#### [EXERCISE AIM]
Report how many lines in the data below hold the string "Malaya". Nothing else should appear in the answer.

========================

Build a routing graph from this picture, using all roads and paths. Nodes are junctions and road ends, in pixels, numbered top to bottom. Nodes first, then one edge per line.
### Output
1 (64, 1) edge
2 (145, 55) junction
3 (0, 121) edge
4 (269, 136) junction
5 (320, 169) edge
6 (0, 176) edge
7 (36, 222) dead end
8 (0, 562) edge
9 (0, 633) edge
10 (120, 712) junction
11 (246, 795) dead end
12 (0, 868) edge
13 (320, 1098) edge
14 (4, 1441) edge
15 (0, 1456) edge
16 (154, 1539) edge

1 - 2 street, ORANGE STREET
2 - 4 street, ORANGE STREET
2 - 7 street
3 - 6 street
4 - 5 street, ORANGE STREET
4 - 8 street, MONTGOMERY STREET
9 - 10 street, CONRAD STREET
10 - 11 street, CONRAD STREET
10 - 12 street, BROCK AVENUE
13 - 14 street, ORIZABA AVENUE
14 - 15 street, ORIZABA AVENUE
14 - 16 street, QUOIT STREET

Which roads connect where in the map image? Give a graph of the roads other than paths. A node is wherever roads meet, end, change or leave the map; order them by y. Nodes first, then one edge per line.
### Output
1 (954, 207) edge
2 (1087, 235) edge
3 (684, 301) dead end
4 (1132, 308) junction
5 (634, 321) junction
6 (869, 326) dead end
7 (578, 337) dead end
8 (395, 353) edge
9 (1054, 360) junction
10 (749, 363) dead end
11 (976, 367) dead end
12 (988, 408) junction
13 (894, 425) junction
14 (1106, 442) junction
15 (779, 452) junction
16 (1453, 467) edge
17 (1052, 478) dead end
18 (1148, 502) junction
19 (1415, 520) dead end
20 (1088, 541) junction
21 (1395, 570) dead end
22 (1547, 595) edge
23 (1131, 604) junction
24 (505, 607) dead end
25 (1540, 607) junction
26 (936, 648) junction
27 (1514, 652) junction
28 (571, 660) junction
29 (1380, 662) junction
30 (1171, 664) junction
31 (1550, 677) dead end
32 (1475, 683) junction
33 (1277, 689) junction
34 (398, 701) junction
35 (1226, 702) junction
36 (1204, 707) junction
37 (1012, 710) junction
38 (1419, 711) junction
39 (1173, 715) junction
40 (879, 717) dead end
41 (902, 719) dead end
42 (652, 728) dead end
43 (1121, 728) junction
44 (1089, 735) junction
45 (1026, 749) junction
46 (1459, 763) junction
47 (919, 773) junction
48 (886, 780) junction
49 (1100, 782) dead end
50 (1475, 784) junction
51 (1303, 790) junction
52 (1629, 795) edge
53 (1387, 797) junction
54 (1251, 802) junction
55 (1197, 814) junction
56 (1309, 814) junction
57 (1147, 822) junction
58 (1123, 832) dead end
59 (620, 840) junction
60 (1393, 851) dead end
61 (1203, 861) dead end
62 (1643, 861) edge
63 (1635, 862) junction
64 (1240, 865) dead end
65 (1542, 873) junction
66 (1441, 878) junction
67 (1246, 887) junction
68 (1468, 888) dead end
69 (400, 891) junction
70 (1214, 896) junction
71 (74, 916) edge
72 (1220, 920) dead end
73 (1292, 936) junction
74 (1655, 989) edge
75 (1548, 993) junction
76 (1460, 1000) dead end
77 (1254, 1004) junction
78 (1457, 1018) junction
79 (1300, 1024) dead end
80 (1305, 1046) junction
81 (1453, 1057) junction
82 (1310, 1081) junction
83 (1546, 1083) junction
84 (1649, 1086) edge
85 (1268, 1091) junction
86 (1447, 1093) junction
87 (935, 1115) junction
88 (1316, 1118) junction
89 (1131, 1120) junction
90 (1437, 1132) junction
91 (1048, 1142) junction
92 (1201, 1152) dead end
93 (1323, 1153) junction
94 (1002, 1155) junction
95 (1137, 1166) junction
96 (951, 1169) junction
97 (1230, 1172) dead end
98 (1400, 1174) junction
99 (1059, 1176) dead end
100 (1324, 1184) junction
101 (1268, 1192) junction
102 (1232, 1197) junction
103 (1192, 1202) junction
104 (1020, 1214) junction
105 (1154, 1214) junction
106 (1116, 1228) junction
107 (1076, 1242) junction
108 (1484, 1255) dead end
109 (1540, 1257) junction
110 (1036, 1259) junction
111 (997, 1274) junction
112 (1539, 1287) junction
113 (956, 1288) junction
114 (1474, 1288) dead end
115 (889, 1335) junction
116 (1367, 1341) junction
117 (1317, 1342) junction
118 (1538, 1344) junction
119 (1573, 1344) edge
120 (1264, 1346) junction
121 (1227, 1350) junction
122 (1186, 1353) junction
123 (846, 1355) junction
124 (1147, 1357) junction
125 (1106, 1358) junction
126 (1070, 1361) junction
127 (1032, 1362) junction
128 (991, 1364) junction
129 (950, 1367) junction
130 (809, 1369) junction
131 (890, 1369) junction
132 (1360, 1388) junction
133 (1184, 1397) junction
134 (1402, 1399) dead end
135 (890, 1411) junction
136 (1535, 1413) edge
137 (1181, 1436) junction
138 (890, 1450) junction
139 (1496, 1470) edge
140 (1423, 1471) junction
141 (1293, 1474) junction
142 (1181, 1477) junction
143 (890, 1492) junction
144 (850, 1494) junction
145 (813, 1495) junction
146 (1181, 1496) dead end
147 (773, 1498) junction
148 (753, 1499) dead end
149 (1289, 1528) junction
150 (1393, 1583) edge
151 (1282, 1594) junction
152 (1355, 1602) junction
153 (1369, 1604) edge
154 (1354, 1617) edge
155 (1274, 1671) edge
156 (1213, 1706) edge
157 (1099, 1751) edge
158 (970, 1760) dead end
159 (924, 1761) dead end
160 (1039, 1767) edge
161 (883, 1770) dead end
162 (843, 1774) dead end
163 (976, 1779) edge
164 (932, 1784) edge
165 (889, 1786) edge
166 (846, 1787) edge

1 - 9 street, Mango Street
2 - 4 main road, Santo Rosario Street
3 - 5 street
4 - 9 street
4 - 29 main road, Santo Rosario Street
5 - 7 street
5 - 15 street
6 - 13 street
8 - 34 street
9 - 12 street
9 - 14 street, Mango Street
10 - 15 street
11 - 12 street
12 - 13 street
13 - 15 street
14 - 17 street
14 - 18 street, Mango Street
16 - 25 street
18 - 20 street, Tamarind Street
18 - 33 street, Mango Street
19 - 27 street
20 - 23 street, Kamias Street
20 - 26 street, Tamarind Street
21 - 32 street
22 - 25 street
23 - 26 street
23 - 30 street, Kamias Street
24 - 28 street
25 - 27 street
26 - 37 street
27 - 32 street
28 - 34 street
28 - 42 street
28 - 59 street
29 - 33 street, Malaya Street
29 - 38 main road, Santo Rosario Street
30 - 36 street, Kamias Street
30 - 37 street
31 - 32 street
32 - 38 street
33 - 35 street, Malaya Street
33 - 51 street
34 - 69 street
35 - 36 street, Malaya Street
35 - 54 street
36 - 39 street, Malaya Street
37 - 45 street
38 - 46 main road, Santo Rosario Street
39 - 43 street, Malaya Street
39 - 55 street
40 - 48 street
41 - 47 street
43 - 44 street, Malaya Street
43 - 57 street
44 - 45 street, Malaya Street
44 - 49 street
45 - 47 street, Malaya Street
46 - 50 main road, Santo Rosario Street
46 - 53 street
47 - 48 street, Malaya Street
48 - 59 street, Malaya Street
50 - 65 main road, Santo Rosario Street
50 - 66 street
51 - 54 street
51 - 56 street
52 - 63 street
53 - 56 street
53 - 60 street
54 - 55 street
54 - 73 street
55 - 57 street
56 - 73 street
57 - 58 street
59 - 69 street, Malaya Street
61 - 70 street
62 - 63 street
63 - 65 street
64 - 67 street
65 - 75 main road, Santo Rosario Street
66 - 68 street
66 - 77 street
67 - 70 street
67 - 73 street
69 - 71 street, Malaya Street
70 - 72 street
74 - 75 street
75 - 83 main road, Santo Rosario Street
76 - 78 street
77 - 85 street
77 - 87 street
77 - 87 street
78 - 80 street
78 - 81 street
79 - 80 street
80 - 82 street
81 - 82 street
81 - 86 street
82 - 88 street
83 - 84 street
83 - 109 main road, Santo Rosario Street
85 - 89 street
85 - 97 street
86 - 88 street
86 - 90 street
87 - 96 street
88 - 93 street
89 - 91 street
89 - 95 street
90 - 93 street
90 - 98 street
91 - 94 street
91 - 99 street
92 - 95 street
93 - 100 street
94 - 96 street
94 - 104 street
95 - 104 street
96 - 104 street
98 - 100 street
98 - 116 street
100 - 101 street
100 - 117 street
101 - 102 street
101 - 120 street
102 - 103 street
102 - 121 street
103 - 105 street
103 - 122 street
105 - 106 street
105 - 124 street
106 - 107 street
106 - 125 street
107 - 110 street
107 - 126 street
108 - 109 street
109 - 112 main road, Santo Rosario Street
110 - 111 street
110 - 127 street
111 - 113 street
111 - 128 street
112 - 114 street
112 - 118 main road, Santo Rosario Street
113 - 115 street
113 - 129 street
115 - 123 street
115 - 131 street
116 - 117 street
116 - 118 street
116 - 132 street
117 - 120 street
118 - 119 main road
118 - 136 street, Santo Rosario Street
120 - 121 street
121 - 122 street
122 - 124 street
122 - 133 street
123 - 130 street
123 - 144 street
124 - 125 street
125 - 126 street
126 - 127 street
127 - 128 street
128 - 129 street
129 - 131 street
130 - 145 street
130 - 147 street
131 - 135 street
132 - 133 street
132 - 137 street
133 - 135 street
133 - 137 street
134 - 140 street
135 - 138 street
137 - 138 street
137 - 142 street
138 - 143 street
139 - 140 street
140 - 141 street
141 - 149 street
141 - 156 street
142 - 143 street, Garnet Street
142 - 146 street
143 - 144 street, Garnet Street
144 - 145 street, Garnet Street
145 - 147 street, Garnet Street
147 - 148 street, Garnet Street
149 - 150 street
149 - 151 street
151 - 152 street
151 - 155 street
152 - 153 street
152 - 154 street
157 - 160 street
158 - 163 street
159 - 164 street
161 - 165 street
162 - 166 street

========================

#### [EXERCISE SOLUTION]
12